On the back of various criticisms of the scheme – not least that it wasn’t helping the right people – the wind seems to have gone out of the sails politically speaking. It doesn’t help that it was very much George Osborne’s pet scheme and he’s not flavour of the month with the gang in charge at the moment.
Cue all sorts of doom and gloom that the market will somehow dry up without Help to Buy. But I don’t think so.
For one thing, Help to Buy was partly a response to a pretty unique economic situation after the financial crisis. If we look around now, for all the Brexit uncertainty, the economy is on a pretty even keel, with high levels of employment and no sign that interest rates are going to budge too much any time soon.
All that should make committing to a mortgage a lot easier for most people.
And if it’s true that a lot of those benefiting from Help to Buy did not need it, then that must mean the market is already less dependent on it than we might think.
I’m confident there’s still a lot of pent-up demand from potential first-time buyers; my worry would be whether the supply will be there to meet it.
Part of that is about building more of the right sort of homes, but it’s also about making better use of the existing housing stock.
The number of empty homes is a longstanding national disgrace. The housing ministry Ministry of Housing, Communities and Local Government reckons there are around 635,000 vacant properties just in England, with more than 215,000 vacant for more than six months.
And then there’s the elephant in the room – more of a dirty great woolly mammoth, in fact – stamp duty.
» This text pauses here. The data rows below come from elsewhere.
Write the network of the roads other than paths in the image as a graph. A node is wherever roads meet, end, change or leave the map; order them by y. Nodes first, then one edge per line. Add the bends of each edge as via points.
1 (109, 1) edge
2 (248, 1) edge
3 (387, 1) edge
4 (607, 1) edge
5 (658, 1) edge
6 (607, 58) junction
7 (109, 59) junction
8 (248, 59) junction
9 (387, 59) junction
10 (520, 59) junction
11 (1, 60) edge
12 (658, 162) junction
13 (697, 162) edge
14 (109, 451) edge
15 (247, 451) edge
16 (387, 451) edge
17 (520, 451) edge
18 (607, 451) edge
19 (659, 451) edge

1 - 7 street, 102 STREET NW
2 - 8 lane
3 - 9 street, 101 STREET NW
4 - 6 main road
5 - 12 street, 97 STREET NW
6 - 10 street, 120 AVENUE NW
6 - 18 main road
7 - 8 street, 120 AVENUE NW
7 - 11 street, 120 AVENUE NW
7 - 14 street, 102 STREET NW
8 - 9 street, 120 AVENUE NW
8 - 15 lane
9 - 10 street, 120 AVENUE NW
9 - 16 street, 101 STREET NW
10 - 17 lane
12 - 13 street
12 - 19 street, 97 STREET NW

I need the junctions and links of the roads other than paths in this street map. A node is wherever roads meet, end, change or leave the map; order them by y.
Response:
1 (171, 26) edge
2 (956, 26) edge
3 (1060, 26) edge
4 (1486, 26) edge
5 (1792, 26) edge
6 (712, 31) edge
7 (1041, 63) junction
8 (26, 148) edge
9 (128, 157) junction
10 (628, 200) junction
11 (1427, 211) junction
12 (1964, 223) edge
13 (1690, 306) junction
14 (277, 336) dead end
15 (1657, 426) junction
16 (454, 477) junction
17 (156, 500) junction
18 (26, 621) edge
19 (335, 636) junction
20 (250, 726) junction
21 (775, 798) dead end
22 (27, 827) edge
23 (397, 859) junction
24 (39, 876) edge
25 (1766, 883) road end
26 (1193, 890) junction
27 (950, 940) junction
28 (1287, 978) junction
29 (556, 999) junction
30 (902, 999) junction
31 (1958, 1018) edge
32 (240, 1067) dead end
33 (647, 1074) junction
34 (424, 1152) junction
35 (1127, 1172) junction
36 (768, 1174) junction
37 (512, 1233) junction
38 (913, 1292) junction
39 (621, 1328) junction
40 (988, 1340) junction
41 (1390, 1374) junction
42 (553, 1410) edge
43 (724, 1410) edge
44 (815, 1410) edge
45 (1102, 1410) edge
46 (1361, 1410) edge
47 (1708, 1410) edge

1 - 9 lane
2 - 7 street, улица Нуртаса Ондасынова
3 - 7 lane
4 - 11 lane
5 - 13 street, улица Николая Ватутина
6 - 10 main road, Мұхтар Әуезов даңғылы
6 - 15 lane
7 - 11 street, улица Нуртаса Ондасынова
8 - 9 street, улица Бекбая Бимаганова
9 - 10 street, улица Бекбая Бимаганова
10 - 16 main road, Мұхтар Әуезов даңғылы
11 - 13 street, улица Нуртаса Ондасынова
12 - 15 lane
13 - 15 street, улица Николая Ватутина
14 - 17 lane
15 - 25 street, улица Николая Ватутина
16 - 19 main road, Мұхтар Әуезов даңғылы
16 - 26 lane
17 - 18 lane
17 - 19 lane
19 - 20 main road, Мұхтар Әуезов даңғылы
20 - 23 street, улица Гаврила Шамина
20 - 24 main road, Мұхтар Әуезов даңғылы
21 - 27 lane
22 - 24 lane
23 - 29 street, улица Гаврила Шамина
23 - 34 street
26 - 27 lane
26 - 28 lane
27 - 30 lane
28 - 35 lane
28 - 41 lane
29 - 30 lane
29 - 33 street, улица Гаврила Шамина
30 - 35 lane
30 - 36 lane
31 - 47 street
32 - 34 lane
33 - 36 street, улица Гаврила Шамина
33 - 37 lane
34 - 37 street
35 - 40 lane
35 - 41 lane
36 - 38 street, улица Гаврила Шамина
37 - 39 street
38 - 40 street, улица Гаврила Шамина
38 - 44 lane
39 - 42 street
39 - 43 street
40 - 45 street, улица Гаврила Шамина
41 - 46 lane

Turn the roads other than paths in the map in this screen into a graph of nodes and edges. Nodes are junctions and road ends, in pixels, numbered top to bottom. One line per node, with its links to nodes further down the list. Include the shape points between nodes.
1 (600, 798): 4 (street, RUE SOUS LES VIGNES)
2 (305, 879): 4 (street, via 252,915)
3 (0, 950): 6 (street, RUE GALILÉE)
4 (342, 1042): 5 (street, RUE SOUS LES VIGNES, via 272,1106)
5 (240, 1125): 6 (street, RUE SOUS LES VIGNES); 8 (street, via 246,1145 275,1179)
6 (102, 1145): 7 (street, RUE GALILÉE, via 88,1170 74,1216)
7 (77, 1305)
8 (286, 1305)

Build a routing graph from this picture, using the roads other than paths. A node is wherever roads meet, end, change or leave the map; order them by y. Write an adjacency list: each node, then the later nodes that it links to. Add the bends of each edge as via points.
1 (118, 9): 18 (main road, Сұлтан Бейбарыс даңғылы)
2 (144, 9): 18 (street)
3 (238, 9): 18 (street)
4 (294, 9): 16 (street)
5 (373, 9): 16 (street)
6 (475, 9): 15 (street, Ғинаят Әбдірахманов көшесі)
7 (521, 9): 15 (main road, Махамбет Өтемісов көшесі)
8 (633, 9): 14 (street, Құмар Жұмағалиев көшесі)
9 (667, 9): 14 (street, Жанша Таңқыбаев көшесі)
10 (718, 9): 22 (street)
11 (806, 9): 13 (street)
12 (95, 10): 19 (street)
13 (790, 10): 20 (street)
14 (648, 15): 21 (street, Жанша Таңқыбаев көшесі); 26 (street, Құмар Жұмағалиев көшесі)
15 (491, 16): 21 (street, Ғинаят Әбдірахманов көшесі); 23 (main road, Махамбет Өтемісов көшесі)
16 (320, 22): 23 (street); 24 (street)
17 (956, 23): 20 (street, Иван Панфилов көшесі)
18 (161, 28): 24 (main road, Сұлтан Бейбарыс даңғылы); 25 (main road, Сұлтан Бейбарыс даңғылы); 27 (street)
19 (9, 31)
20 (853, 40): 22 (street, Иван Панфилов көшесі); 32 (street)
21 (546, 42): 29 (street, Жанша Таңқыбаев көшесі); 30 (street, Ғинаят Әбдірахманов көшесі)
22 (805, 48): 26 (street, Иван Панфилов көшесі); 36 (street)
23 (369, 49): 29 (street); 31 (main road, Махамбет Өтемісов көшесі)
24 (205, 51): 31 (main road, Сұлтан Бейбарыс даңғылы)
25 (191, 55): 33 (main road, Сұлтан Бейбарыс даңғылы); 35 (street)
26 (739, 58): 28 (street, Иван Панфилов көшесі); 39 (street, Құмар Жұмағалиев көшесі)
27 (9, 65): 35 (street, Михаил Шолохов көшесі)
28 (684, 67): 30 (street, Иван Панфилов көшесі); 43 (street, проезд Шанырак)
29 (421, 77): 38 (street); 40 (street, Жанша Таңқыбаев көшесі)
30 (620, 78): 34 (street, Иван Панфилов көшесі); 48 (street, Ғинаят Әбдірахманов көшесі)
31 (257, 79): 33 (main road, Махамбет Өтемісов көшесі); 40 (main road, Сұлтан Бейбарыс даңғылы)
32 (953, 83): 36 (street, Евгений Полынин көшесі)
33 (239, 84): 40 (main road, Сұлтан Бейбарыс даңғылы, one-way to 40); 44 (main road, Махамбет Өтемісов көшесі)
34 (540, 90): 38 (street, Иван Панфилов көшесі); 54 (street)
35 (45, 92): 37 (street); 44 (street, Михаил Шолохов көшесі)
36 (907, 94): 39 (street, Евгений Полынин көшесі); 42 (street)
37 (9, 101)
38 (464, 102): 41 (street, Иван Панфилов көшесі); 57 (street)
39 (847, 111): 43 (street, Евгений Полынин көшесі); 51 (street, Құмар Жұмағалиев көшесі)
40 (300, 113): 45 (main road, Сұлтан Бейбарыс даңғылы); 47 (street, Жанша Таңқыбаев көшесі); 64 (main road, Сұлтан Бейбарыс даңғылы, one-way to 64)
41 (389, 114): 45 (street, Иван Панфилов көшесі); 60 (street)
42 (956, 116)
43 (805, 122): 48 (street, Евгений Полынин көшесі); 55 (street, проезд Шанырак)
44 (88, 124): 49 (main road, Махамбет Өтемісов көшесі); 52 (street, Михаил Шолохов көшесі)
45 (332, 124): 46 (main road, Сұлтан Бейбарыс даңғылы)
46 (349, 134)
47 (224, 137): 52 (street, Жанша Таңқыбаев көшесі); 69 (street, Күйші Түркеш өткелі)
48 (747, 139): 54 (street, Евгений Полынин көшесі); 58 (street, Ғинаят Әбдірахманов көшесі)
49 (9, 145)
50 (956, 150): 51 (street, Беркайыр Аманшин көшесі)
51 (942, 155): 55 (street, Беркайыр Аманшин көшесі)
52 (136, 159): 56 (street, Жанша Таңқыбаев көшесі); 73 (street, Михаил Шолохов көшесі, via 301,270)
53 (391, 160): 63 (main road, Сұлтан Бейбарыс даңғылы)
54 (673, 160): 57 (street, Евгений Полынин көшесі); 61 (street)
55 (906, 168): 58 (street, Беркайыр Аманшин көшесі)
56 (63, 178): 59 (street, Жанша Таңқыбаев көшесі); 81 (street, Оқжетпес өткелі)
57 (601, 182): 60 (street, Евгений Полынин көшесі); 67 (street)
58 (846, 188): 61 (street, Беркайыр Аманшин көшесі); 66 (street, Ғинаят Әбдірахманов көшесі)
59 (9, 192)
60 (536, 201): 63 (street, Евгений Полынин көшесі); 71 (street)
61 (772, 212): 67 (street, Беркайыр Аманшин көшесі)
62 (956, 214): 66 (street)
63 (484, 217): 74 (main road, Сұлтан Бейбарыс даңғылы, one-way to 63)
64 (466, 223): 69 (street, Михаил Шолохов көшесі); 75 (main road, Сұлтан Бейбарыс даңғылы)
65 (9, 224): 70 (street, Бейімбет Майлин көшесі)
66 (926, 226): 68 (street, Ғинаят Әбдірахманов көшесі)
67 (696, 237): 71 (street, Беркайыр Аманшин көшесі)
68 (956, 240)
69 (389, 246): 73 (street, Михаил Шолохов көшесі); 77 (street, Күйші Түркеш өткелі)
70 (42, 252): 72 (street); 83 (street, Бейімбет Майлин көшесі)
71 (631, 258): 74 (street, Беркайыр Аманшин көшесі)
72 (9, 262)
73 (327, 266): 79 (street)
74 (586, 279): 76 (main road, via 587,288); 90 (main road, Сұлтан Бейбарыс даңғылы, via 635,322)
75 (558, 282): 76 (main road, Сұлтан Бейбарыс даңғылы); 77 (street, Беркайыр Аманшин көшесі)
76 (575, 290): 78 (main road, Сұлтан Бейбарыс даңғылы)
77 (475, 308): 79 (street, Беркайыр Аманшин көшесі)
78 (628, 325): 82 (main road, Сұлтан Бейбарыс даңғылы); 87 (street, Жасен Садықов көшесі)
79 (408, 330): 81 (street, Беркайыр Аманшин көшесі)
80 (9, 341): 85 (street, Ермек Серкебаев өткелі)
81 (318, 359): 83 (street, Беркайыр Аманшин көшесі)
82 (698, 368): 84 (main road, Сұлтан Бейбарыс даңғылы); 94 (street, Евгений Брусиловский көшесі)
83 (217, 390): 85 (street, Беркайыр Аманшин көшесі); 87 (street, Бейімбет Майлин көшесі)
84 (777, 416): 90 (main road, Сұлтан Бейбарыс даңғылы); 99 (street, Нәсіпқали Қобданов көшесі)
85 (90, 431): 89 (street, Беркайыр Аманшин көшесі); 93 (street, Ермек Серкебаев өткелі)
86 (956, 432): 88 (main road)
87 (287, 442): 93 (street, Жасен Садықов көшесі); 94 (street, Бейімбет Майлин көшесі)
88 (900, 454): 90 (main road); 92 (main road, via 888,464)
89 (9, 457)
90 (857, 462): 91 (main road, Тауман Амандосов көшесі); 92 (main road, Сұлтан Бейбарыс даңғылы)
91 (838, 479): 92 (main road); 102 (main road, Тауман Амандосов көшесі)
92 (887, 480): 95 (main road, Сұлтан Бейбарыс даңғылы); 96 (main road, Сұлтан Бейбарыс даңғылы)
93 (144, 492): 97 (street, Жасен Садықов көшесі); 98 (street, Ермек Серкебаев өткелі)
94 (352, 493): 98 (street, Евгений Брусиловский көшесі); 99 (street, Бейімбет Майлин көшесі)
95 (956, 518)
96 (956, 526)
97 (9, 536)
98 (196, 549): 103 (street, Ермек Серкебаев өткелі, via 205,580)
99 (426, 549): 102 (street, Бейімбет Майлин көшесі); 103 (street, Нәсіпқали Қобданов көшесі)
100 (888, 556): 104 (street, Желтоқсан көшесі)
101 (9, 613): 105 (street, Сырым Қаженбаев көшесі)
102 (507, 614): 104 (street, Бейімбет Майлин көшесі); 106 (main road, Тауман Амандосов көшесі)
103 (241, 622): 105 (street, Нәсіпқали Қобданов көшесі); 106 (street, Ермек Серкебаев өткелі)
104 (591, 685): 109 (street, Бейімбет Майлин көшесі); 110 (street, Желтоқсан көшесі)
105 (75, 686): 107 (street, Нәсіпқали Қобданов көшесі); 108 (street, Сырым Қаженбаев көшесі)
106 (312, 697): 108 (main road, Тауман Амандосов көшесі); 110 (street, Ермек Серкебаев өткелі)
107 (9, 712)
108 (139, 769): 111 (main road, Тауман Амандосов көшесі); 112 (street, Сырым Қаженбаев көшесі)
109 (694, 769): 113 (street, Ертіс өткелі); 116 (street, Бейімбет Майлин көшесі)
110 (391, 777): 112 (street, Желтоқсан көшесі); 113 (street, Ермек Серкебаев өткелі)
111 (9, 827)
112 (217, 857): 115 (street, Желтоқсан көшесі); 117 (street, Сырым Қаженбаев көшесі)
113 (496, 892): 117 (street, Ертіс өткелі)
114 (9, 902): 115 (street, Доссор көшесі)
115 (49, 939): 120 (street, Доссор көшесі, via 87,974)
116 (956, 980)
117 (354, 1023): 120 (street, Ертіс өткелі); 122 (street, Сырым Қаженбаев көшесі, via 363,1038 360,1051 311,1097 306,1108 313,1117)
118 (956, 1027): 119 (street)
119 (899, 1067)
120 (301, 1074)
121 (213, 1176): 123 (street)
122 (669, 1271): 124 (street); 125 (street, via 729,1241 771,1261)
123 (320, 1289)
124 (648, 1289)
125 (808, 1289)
Most first-time buyers are exempt, but the punitive levels further up the scale make the deadweight cost of moving too high for a lot of people. So they stay where they are, in a house that is now too small for their growing family but – guess what – would be perfect for a couple just starting out.
The team around Boris Johnson has vowed to look again at stamp duty but the Treasury is bound to kick up a fuss so they’re going to need their feet held to the fire.